Movies

Avatar: Fire and Ash Roars Past $136M, Proving the Doubters Wrong

Avatar: Fire and Ash Roars Past $136M, Proving the Doubters Wrong
Image credit: Legion-Media

Lukewarm reviews aren’t slowing Avatar: Fire and Ash. Despite being the franchise’s lowest-rated on Rotten Tomatoes and trailing The Way of Water domestically, the threequel has already surged past $136 million worldwide.

Avatar: Fire and Ash isn’t winning the gold star from critics right now, but the box office clearly did not get that memo. The third movie is already off to a loud start worldwide, even as the usual discourse tries to will it into a flop.

Where the money is landing so far

  • Global gross has already cleared $136 million before the full opening frame finished.
  • Industry forecasts have the opening weekend landing around $340 million to $350 million worldwide.
  • That would be under The Way of Water’s $441.6 million global opening, and domestic is expected to start about 30% lower than that last film’s opening haul.
  • For context, Fire and Ash is currently the lowest-rated entry in the series on Rotten Tomatoes, but early turnout isn’t reflecting the naysaying.

The culture war vs. the cash register

There’s a whole cottage industry of takes about Avatar having 'no cultural impact.' Meanwhile, people are buying tickets. Social feeds are full of folks dunking on the doomers and posting memes as the numbers climb.

'No cultural impact' just hit $136M. Interesting.

Why the opening weekend isn’t the whole story

Here’s the industry math that actually matters with Avatar: these movies aren’t front-loaded. There aren’t big spoiler landmines or must-see-first-week chatter. Instead, they play and play. The Way of Water didn’t post a flashy opening by superhero standards but legged out to a 5x multiplier, which is almost unheard of now when 2x to 3x is considered strong.

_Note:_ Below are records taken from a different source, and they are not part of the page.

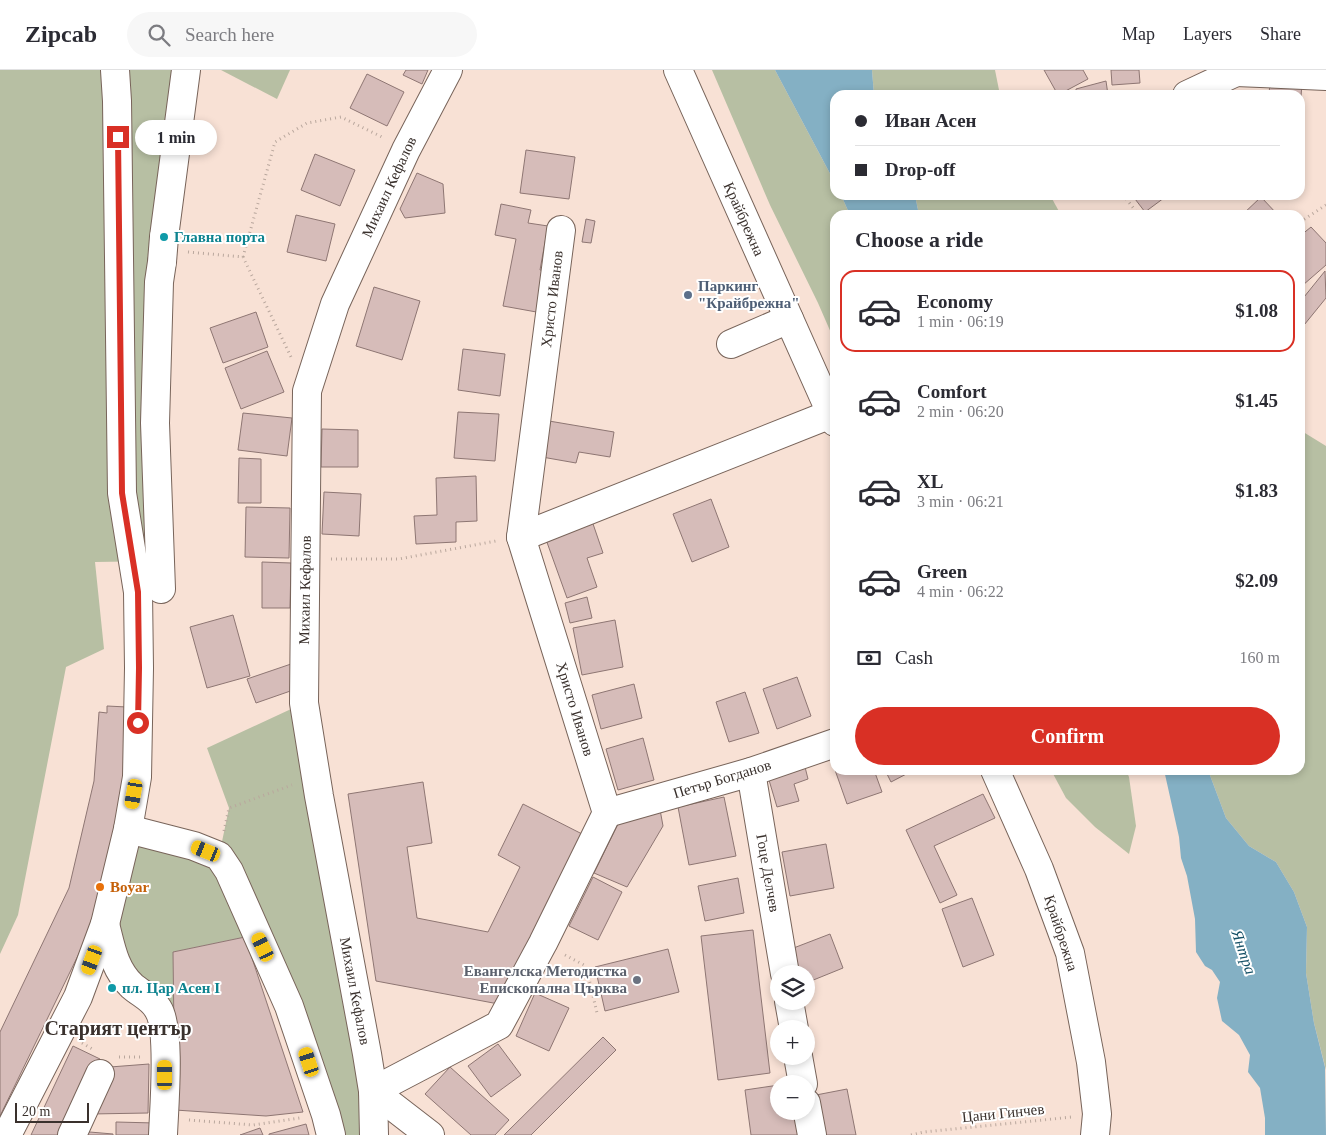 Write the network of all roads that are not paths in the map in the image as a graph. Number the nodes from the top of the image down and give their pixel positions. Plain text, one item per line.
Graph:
1 (115, 70) edge
2 (186, 70) edge
3 (448, 70) edge
4 (678, 70) edge
5 (1234, 71) edge
6 (1326, 76) edge
7 (1197, 90) edge
8 (561, 230) dead end
9 (789, 319) junction
10 (730, 344) dead end
11 (830, 411) edge
12 (830, 419) edge
13 (521, 537) junction
14 (161, 589) dead end
15 (830, 745) edge
16 (751, 772) junction
17 (996, 775) edge
18 (607, 813) junction
19 (128, 828) junction
20 (105, 924) junction
21 (783, 965) edge
22 (134, 988) junction
23 (78, 997) junction
24 (108, 1065) road end
25 (373, 1091) junction
26 (809, 1120) edge
27 (328, 1125) edge
28 (1096, 1125) edge
29 (164, 1126) edge
30 (7, 1135) edge
31 (72, 1135) edge
32 (374, 1135) edge
33 (430, 1135) edge
34 (812, 1135) edge

1 - 19 street
2 - 14 street
3 - 25 street, Михаил Кефалов
4 - 9 street, Крайбрежна
5 - 6 street
5 - 7 street
8 - 13 street, Христо Иванов
9 - 10 street
9 - 11 street, Крайбрежна
12 - 13 street
13 - 18 street, Христо Иванов
15 - 16 street, Петър Богданов
16 - 18 street, Петър Богданов
16 - 21 street, Гоце Делчев
17 - 28 street, Крайбрежна
18 - 25 street
19 - 20 street
19 - 27 street
20 - 22 street
20 - 23 street
22 - 23 street
22 - 29 street
23 - 30 street
24 - 31 street
25 - 32 street, Михаил Кефалов
25 - 33 street
26 - 34 street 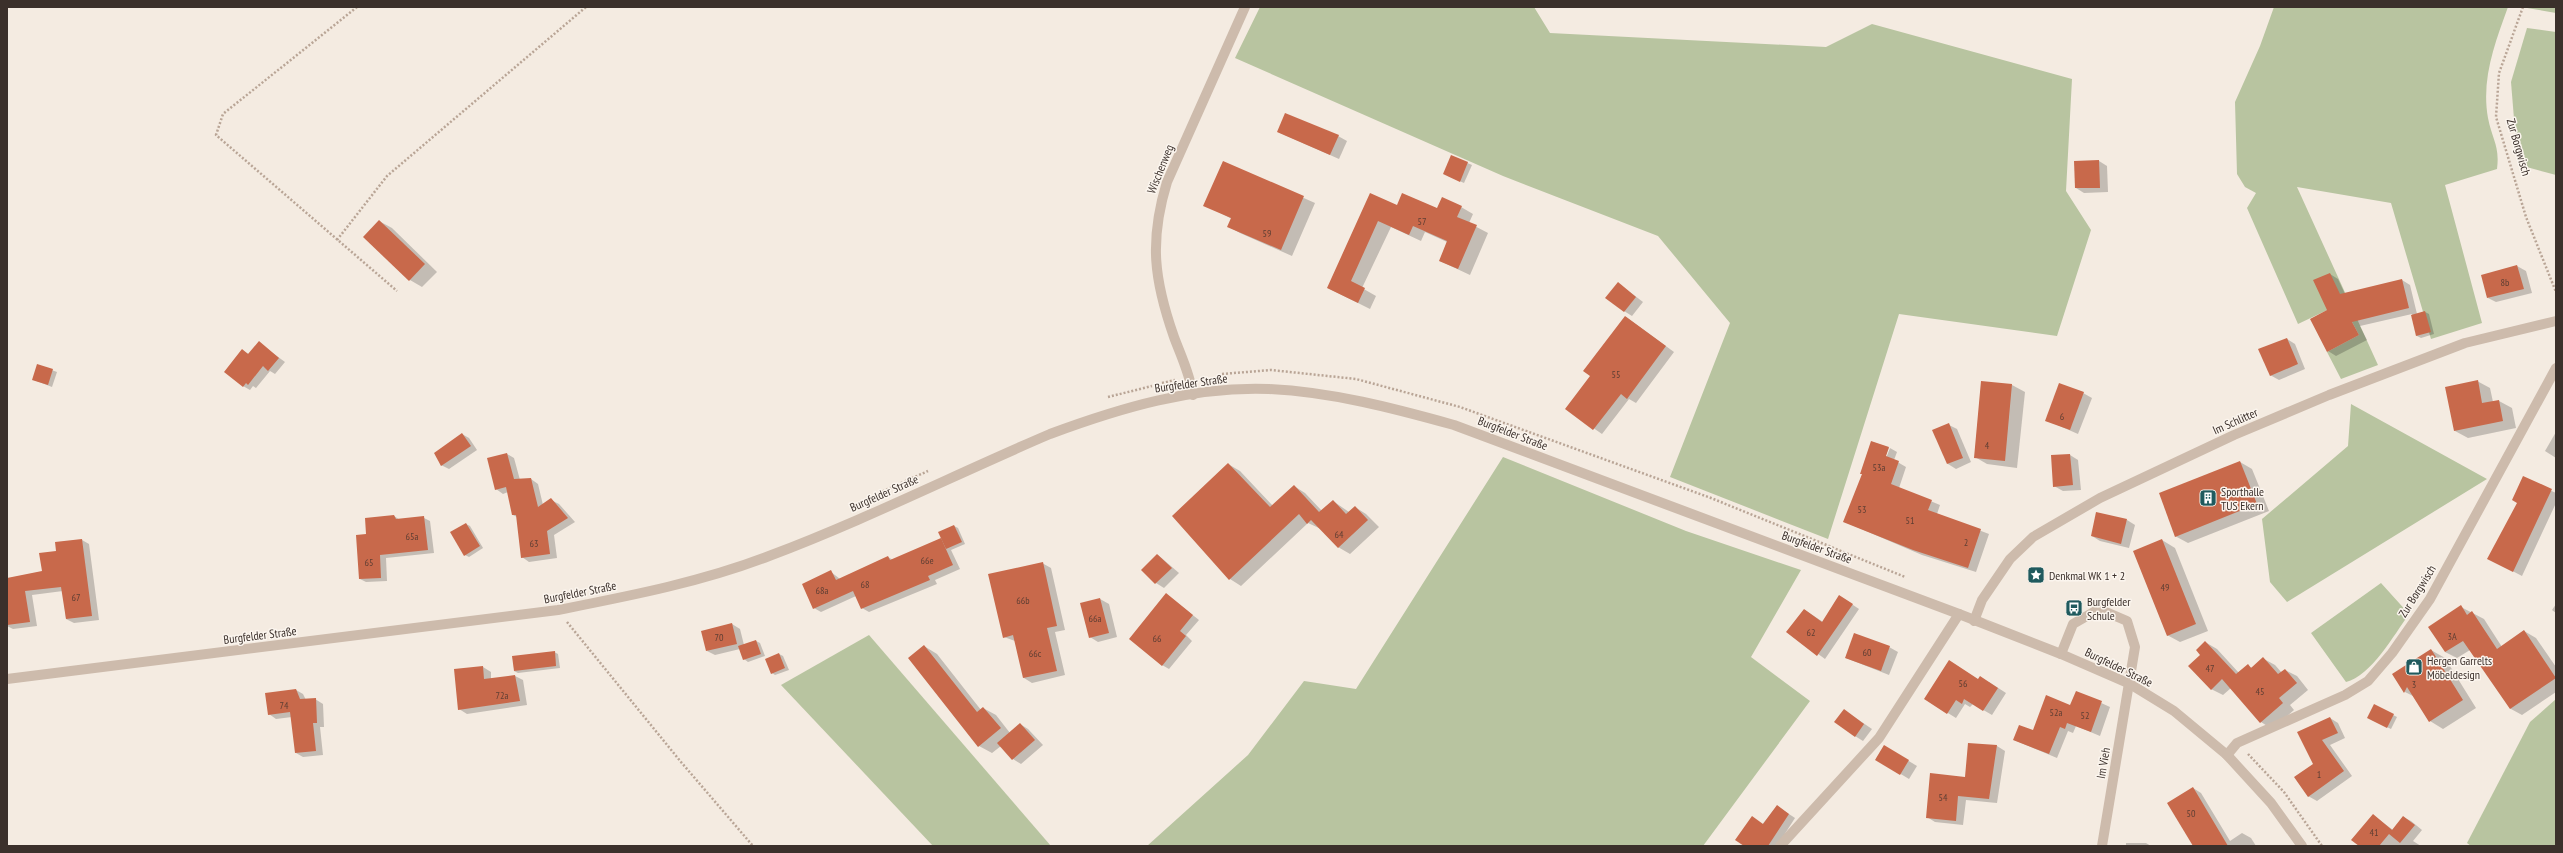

With COVID no longer suppressing attendance and no major four-quadrant competition immediately on deck, Fire and Ash’s third weekend will be the real tell. Even with a healthy 5x or 6x multiplier, cracking $2 billion looks like a high bar from this start. Then again, if there’s one filmmaker you don’t bet against in theatrical endurance, it’s James Cameron.

Cameron’s aim here (and why that matters)

Cameron has been blunt that these movies aren’t engineered to sell toys; he makes them to let you disappear into Pandora on the biggest, nicest screens you can find. That squares with how audiences are showing up: not necessarily stampeding on day one, but turning out for spectacle and premium formats over weeks, not days.

Bottom line

Fire and Ash is opening below The Way of Water but still very big by any sane metric, and the word-of-mouth runway is what will make or break it. Early signs say the anti-Avatar narrative isn’t moving the needle where it counts. We’ll know the trajectory by weekend three. Until then, the franchise’s superpower is the slow burn.

Avatar: Fire and Ash is now playing in theaters.